_DATA FOR THE TASK_
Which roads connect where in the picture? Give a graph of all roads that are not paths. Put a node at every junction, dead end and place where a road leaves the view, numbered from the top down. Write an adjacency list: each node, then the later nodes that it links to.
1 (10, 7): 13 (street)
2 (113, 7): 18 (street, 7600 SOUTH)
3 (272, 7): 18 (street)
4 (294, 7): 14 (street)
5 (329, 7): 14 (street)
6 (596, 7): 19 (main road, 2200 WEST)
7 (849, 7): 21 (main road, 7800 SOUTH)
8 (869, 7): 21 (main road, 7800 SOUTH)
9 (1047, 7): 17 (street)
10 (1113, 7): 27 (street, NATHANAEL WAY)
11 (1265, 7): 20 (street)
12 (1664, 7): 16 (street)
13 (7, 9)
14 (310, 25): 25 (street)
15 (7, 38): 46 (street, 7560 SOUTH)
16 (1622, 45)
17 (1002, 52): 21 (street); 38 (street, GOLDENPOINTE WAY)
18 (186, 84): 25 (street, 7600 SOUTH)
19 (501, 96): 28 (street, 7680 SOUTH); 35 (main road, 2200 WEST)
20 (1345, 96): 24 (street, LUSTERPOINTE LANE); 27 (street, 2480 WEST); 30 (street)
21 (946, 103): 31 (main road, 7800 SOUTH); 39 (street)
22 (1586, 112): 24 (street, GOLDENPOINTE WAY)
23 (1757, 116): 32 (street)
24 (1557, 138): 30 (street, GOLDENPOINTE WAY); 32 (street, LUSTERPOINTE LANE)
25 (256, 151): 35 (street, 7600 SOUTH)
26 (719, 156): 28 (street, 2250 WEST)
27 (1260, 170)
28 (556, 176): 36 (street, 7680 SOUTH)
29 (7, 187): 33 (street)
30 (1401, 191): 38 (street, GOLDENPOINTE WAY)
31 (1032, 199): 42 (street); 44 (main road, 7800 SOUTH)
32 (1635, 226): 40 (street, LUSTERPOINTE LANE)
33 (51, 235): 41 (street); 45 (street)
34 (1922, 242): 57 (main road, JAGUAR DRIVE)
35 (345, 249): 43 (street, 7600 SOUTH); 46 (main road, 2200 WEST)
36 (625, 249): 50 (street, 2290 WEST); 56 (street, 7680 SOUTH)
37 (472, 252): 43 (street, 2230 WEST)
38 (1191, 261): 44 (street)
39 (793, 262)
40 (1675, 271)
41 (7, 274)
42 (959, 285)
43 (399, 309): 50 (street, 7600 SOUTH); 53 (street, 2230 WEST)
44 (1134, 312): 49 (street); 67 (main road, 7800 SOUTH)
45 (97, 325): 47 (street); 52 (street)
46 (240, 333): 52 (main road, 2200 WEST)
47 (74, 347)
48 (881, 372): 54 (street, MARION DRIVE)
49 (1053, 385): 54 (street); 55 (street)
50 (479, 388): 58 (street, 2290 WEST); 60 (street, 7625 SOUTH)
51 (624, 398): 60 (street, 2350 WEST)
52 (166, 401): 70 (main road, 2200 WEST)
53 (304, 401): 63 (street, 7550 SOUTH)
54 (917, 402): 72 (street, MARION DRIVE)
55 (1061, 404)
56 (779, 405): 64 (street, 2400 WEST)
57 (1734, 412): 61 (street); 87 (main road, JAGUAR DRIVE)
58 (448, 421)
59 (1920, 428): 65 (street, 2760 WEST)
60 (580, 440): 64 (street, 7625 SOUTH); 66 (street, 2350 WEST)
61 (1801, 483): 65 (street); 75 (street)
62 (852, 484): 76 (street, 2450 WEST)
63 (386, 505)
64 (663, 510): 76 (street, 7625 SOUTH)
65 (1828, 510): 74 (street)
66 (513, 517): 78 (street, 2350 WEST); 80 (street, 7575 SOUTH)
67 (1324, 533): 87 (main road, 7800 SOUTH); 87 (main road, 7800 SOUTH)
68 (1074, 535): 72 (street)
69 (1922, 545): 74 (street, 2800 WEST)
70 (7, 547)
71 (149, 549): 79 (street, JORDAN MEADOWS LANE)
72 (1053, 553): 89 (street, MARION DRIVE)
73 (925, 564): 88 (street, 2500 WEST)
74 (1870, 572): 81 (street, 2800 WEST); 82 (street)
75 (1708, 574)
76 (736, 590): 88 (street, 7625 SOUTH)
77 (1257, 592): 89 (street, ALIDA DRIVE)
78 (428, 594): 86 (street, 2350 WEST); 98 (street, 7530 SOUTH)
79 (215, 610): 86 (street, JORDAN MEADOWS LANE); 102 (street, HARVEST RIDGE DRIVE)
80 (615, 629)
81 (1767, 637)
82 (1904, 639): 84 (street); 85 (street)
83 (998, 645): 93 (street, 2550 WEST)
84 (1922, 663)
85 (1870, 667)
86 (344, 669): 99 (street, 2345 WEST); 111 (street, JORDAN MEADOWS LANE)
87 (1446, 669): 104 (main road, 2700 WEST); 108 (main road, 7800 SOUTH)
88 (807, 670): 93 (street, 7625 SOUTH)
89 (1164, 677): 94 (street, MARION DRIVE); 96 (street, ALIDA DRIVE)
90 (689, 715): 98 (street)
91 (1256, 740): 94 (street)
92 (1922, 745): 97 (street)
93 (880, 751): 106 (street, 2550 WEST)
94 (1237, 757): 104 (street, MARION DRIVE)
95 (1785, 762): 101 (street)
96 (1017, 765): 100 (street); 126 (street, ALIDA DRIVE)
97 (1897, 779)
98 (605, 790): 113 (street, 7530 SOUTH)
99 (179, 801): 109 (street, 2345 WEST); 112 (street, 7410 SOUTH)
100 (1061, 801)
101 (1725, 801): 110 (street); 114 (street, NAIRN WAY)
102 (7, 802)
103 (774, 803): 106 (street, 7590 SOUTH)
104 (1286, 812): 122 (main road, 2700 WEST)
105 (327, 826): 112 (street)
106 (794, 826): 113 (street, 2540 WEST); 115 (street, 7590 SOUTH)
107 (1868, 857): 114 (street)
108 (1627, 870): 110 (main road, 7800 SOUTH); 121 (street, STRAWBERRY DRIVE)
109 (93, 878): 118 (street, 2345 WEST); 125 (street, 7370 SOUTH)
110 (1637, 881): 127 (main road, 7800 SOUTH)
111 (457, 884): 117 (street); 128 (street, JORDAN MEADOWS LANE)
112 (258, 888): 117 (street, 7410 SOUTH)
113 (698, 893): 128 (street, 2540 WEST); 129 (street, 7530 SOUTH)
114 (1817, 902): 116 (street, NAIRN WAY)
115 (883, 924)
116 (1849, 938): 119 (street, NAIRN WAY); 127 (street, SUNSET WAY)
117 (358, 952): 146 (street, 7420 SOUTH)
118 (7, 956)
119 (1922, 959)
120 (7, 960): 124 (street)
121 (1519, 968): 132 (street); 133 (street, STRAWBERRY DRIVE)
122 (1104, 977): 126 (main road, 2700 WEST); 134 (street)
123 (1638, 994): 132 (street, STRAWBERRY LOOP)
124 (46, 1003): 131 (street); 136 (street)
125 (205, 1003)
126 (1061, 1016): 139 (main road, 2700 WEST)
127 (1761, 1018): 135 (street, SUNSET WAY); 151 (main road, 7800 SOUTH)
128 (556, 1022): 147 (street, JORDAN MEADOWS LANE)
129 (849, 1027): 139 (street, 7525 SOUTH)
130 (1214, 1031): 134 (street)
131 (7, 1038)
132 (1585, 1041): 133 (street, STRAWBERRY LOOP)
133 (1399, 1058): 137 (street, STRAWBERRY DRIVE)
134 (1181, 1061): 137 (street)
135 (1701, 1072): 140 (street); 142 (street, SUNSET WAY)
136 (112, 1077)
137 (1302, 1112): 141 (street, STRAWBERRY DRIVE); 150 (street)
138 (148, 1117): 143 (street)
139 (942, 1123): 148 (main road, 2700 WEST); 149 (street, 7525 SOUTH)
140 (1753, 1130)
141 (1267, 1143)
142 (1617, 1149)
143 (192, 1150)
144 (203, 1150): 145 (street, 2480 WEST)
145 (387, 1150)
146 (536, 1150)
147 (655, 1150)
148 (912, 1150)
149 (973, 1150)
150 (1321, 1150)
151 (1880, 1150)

_REQUIRED ACTION_
If a line in the data above includes the string "JAGUAR", copy it.

_RESULT FOR THIS EXERCISE_
34 (1922, 242): 57 (main road, JAGUAR DRIVE)
57 (1734, 412): 61 (street); 87 (main road, JAGUAR DRIVE)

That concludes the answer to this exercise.